The December visit of Papal Nuncio Justo Mullor sharpened the differences. The EZLN boycotted his visit to Tila, making it clear that he was not welcome.
On November 5, in what may be seen as an expansion of Zapatista influence toward the Guatemalan border, 2000 EZLN sympathizers marched in Frontera Comalapa to demand the fulfillment of the San Andres Accords.
In a statement on November 7, Sub-Commander Marcos said that the attack on the bishops was meant as a clear message to the EZLN: “Neither mediation, nor dialogue, nor peace.” He emphasized that, “The strategy of the government for Chiapas is to administer and feed the conflict in such a way as to be able to present it to the public as a war between Indians.” He added, “The federal government is preparing a military solution to the conflict.”
The EZLN blamed the federal government for the Acteal massacre. It also accused the government of breaking the Dialogue Law by harassing Zapatistas within the conflict area, as defined by the law.

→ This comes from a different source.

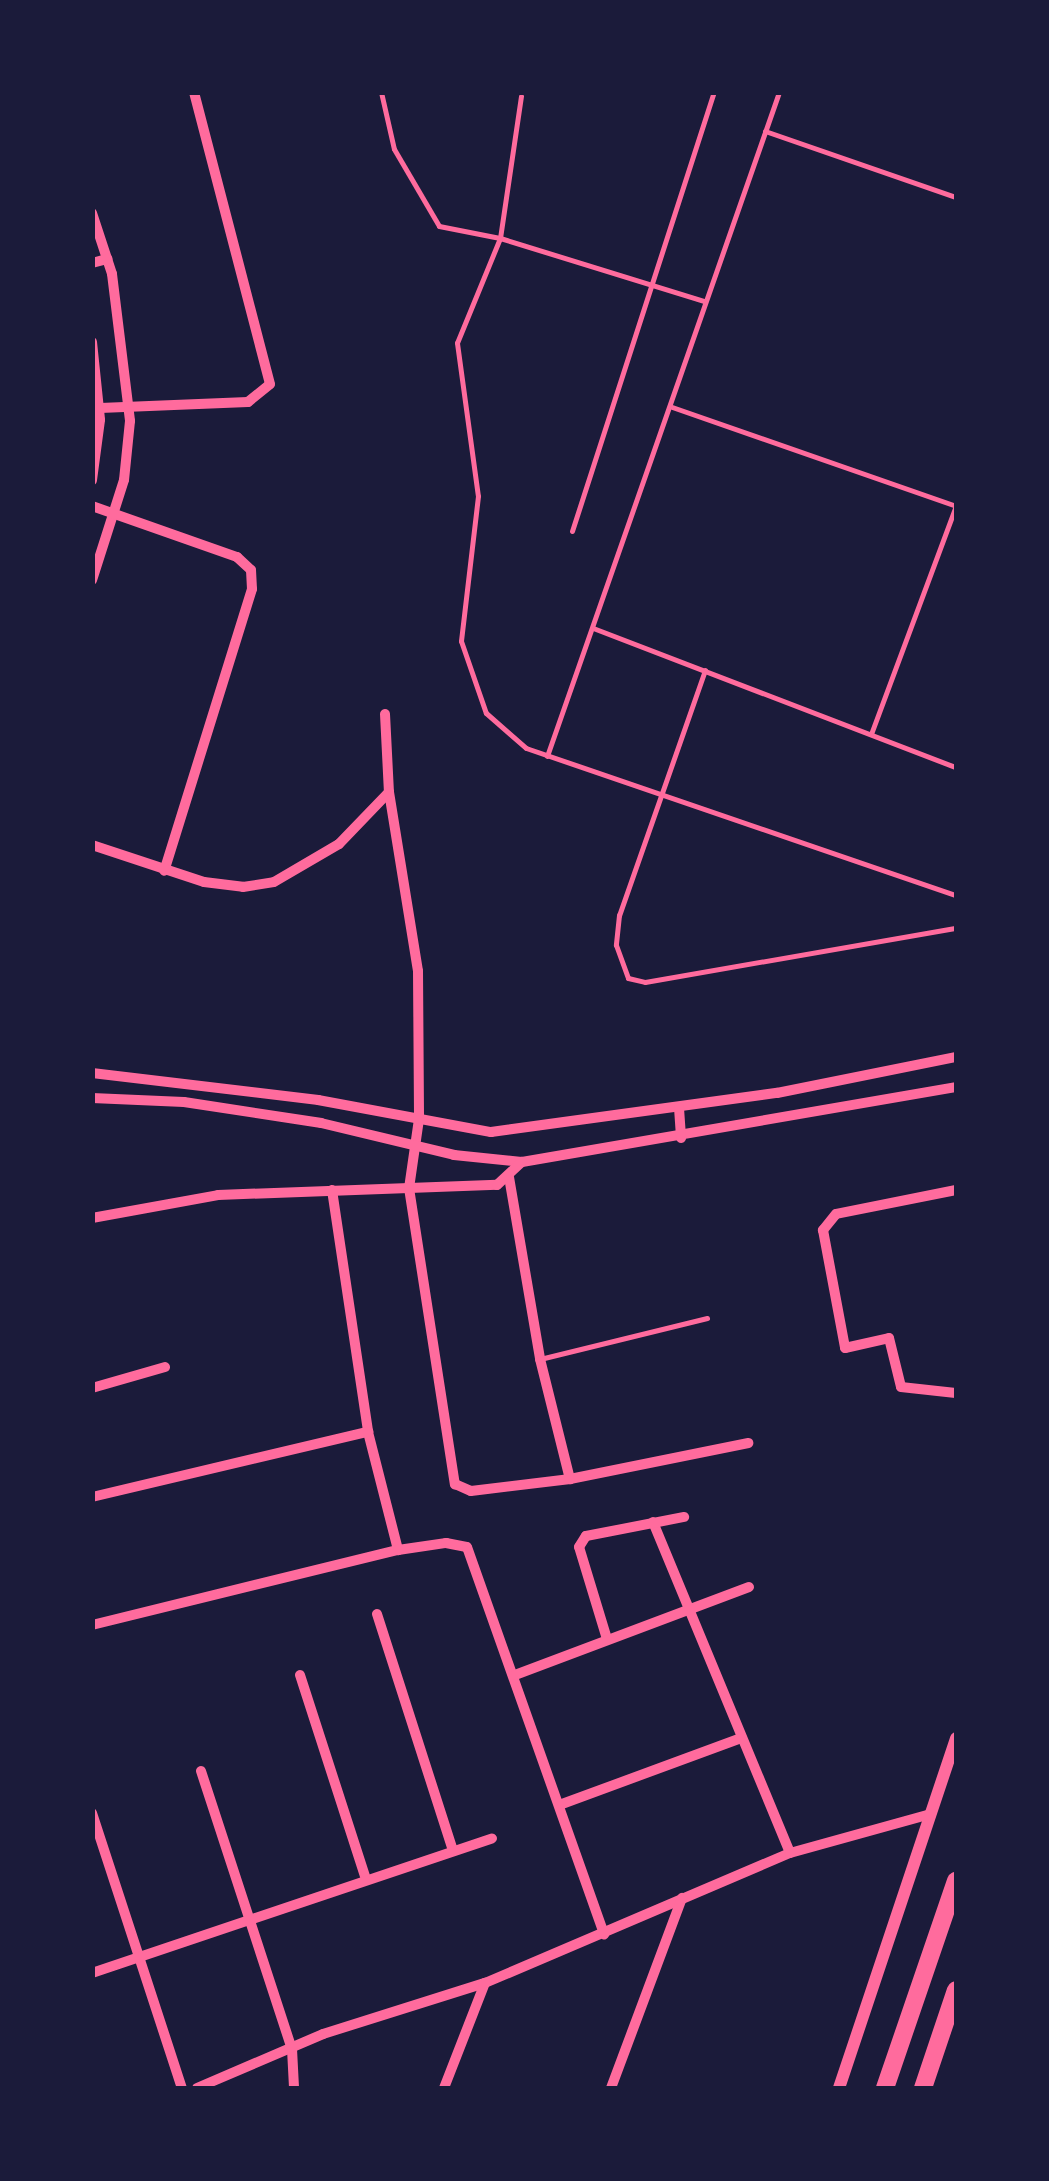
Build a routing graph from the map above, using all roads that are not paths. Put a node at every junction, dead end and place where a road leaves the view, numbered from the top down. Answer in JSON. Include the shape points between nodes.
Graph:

At the end of September, COCOPA members for the new Congress were named. (COCOPA is made up up representatives of all of the political parties represented in the national Congress.) The press criticized the low profile of most of the members and noted that two of them (one from the PRI and a former PRI member now with the PRD) are tied to elite groups in Chiapas.
At the end of December, after a visit to Chiapas and a meeting with Attorney General Madrazo Cuellar, COCOPA issued a joint statement with the Interior Ministry underscoring the urgency of renewing the peace talks.
In general, the political parties have given more priority to other issues (the budget, reducing taxes, etc.) or political maneuvering in the new, more open Congress.
However, on December 14 the PRD (Party of the Democratic Revolution) accused the government of bearing primary responsibility for the oppression in Chiapas. One week later, the PRD coordinated a humanitarian aid project for the displaced in the northern region and stated that it would try to stop official support for the paramilitary group “Peace and Justice.” (According to the Mexican daily La Jornada, in July the Chiapas state government signed an agreement with that group to provide $580,000 to support agricultural development.) On December 24, after the Acteal massacre, the PRD and the PAN (National Action Party) called for a suspension of the powers of the Chiapas state government.
Throughout this period, CONAI has denounced the escalating violence. In a November 5 press release, CONAI condemned the attack on the bishops and noted that
” all of their denunciations and proposals regarding the northern region of the state have not been taken into account by the authorities, that the paramilitary groups continue to operate with impunity, and that the absence of the rule of law is spreading in Chiapas.”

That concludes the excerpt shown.